__Problem description__: Below is a block of data; give all of it again word for word.

__The data__:
-=-=-=-=-
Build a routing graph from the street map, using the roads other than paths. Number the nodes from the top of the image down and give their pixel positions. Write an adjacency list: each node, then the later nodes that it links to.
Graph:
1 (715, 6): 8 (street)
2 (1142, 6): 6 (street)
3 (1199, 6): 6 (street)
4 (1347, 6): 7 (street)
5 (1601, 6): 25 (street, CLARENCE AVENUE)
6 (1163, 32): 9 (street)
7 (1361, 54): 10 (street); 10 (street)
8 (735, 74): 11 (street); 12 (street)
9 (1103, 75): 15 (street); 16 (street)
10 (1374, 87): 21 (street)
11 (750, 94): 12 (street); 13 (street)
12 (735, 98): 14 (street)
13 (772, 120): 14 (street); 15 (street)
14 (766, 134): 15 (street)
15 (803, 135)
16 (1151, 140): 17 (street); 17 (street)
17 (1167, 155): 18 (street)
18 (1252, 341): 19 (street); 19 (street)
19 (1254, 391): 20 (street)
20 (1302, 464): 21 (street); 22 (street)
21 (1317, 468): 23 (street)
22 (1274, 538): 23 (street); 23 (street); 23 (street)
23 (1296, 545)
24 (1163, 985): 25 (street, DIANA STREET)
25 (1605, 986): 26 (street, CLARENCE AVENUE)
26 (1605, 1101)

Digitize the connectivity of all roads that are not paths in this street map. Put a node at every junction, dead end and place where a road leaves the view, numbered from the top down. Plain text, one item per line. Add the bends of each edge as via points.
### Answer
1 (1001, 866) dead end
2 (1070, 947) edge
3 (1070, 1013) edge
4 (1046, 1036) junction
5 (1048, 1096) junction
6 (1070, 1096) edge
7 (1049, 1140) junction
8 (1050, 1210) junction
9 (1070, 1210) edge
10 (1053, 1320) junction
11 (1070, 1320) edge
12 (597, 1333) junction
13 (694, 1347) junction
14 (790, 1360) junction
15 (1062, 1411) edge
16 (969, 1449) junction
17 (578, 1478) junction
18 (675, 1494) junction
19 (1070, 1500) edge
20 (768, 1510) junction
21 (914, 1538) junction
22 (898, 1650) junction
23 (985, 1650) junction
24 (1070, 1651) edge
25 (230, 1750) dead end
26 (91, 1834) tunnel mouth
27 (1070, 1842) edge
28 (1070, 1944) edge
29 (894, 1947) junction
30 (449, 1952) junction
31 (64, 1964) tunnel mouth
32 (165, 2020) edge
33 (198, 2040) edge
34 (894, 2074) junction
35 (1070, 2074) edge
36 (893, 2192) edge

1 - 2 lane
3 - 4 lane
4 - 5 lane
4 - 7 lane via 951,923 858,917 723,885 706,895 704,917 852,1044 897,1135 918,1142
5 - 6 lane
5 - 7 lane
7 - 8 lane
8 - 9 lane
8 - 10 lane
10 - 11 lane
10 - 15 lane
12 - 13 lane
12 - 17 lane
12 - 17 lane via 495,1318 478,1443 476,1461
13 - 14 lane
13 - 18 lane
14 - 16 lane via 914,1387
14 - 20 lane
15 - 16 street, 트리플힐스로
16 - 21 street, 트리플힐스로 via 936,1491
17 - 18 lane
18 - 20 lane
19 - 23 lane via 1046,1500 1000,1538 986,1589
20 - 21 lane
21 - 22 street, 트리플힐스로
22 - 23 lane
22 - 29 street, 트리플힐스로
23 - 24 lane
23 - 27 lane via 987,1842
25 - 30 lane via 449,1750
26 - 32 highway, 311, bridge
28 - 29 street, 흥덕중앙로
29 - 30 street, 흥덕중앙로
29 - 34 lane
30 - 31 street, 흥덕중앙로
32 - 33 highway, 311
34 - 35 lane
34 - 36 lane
-=-=-=-=-
__Reply to the exercise__:
Build a routing graph from the street map, using the roads other than paths. Number the nodes from the top of the image down and give their pixel positions. Write an adjacency list: each node, then the later nodes that it links to.
Graph:
1 (715, 6): 8 (street)
2 (1142, 6): 6 (street)
3 (1199, 6): 6 (street)
4 (1347, 6): 7 (street)
5 (1601, 6): 25 (street, CLARENCE AVENUE)
6 (1163, 32): 9 (street)
7 (1361, 54): 10 (street); 10 (street)
8 (735, 74): 11 (street); 12 (street)
9 (1103, 75): 15 (street); 16 (street)
10 (1374, 87): 21 (street)
11 (750, 94): 12 (street); 13 (street)
12 (735, 98): 14 (street)
13 (772, 120): 14 (street); 15 (street)
14 (766, 134): 15 (street)
15 (803, 135)
16 (1151, 140): 17 (street); 17 (street)
17 (1167, 155): 18 (street)
18 (1252, 341): 19 (street); 19 (street)
19 (1254, 391): 20 (street)
20 (1302, 464): 21 (street); 22 (street)
21 (1317, 468): 23 (street)
22 (1274, 538): 23 (street); 23 (street); 23 (street)
23 (1296, 545)
24 (1163, 985): 25 (street, DIANA STREET)
25 (1605, 986): 26 (street, CLARENCE AVENUE)
26 (1605, 1101)

Digitize the connectivity of all roads that are not paths in this street map. Put a node at every junction, dead end and place where a road leaves the view, numbered from the top down. Plain text, one item per line. Add the bends of each edge as via points.
### Answer
1 (1001, 866) dead end
2 (1070, 947) edge
3 (1070, 1013) edge
4 (1046, 1036) junction
5 (1048, 1096) junction
6 (1070, 1096) edge
7 (1049, 1140) junction
8 (1050, 1210) junction
9 (1070, 1210) edge
10 (1053, 1320) junction
11 (1070, 1320) edge
12 (597, 1333) junction
13 (694, 1347) junction
14 (790, 1360) junction
15 (1062, 1411) edge
16 (969, 1449) junction
17 (578, 1478) junction
18 (675, 1494) junction
19 (1070, 1500) edge
20 (768, 1510) junction
21 (914, 1538) junction
22 (898, 1650) junction
23 (985, 1650) junction
24 (1070, 1651) edge
25 (230, 1750) dead end
26 (91, 1834) tunnel mouth
27 (1070, 1842) edge
28 (1070, 1944) edge
29 (894, 1947) junction
30 (449, 1952) junction
31 (64, 1964) tunnel mouth
32 (165, 2020) edge
33 (198, 2040) edge
34 (894, 2074) junction
35 (1070, 2074) edge
36 (893, 2192) edge

1 - 2 lane
3 - 4 lane
4 - 5 lane
4 - 7 lane via 951,923 858,917 723,885 706,895 704,917 852,1044 897,1135 918,1142
5 - 6 lane
5 - 7 lane
7 - 8 lane
8 - 9 lane
8 - 10 lane
10 - 11 lane
10 - 15 lane
12 - 13 lane
12 - 17 lane
12 - 17 lane via 495,1318 478,1443 476,1461
13 - 14 lane
13 - 18 lane
14 - 16 lane via 914,1387
14 - 20 lane
15 - 16 street, 트리플힐스로
16 - 21 street, 트리플힐스로 via 936,1491
17 - 18 lane
18 - 20 lane
19 - 23 lane via 1046,1500 1000,1538 986,1589
20 - 21 lane
21 - 22 street, 트리플힐스로
22 - 23 lane
22 - 29 street, 트리플힐스로
23 - 24 lane
23 - 27 lane via 987,1842
25 - 30 lane via 449,1750
26 - 32 highway, 311, bridge
28 - 29 street, 흥덕중앙로
29 - 30 street, 흥덕중앙로
29 - 34 lane
30 - 31 street, 흥덕중앙로
32 - 33 highway, 311
34 - 35 lane
34 - 36 lane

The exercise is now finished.